[Stored data entries]
== Segment start ==
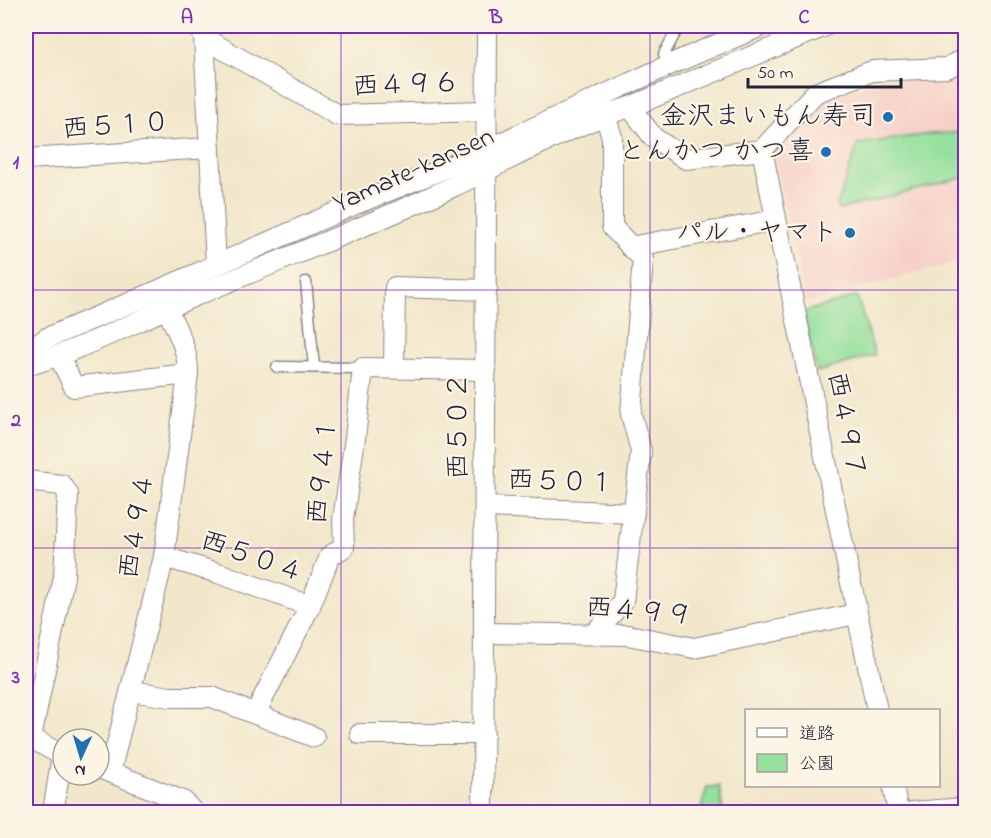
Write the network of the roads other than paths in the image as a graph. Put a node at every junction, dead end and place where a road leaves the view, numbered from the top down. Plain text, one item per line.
1 (487, 26) edge
2 (679, 26) edge
3 (761, 26) edge
4 (825, 26) edge
5 (202, 32) edge
6 (966, 58) edge
7 (669, 65) junction
8 (630, 107) junction
9 (486, 111) junction
10 (605, 115) junction
11 (210, 148) junction
12 (486, 149) junction
13 (762, 150) junction
14 (26, 159) edge
15 (486, 170) junction
16 (776, 220) junction
17 (630, 247) junction
18 (216, 265) junction
19 (306, 282) dead end
20 (487, 290) junction
21 (158, 291) junction
22 (167, 309) junction
23 (26, 353) edge
24 (59, 356) junction
25 (26, 366) edge
26 (277, 367) dead end
27 (314, 367) junction
28 (363, 368) junction
29 (394, 368) junction
30 (486, 370) junction
31 (188, 374) junction
32 (26, 481) edge
33 (486, 507) junction
34 (634, 513) junction
35 (164, 557) junction
36 (310, 606) junction
37 (856, 614) junction
38 (485, 633) junction
39 (594, 634) junction
40 (131, 690) junction
41 (877, 709) edge
42 (255, 714) junction
43 (360, 734) dead end
44 (484, 734) junction
45 (28, 737) edge
46 (314, 737) dead end
47 (51, 750) edge
48 (111, 752) edge
49 (111, 772) edge
50 (57, 787) edge
51 (893, 787) edge
52 (966, 808) edge
53 (53, 813) edge
54 (193, 813) edge
55 (483, 813) edge
56 (898, 813) edge
57 (912, 813) edge

1 - 9 street, 西５０２
2 - 7 lane
3 - 7 street, Yamate-kansen
4 - 8 street, Yamate-kansen
5 - 9 street, 西４９６
5 - 11 street
6 - 13 street
7 - 12 street, Yamate-kansen
8 - 10 street, Yamate-kansen
8 - 13 street
9 - 12 street, 西５０２
10 - 15 street, Yamate-kansen
10 - 17 street
11 - 14 street, 西５１０
11 - 18 street
12 - 15 street, 西５０２
12 - 18 street, Yamate-kansen
13 - 16 street, 西４９７
15 - 20 street, 西５０２
15 - 22 street, Yamate-kansen
16 - 17 street
16 - 37 street, 西４９７
17 - 34 street
18 - 21 street, Yamate-kansen
19 - 27 lane
20 - 29 street
20 - 30 street, 西５０２
21 - 22 street, 西４９４
21 - 23 street, Yamate-kansen
22 - 24 street, Yamate-kansen
22 - 31 street, 西４９４
24 - 25 street, Yamate-kansen
24 - 31 street
26 - 27 lane
27 - 28 lane
28 - 29 street
28 - 36 street, 西９４１
29 - 30 street
30 - 33 street, 西５０２
31 - 35 street, 西４９４
32 - 45 street
33 - 34 street, 西５０１
33 - 38 street, 西５０２
34 - 39 street
35 - 36 street, 西５０４
35 - 40 street, 西４９４
36 - 42 street, 西５０４
37 - 39 street, 西４９９
37 - 41 street, 西４９７
38 - 39 street, 西４９９
38 - 44 street, 西５０２
40 - 42 street
40 - 48 street, 西４９４
42 - 46 street
43 - 44 street
44 - 55 street, 西５０２
45 - 47 street
49 - 54 street
50 - 53 street
51 - 56 street
52 - 57 street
== Segment end ==
#### [What the task requires]
Could you work out how many lines above contain the string "dead"? Answer with the number only.

#### [Completed exercise]
5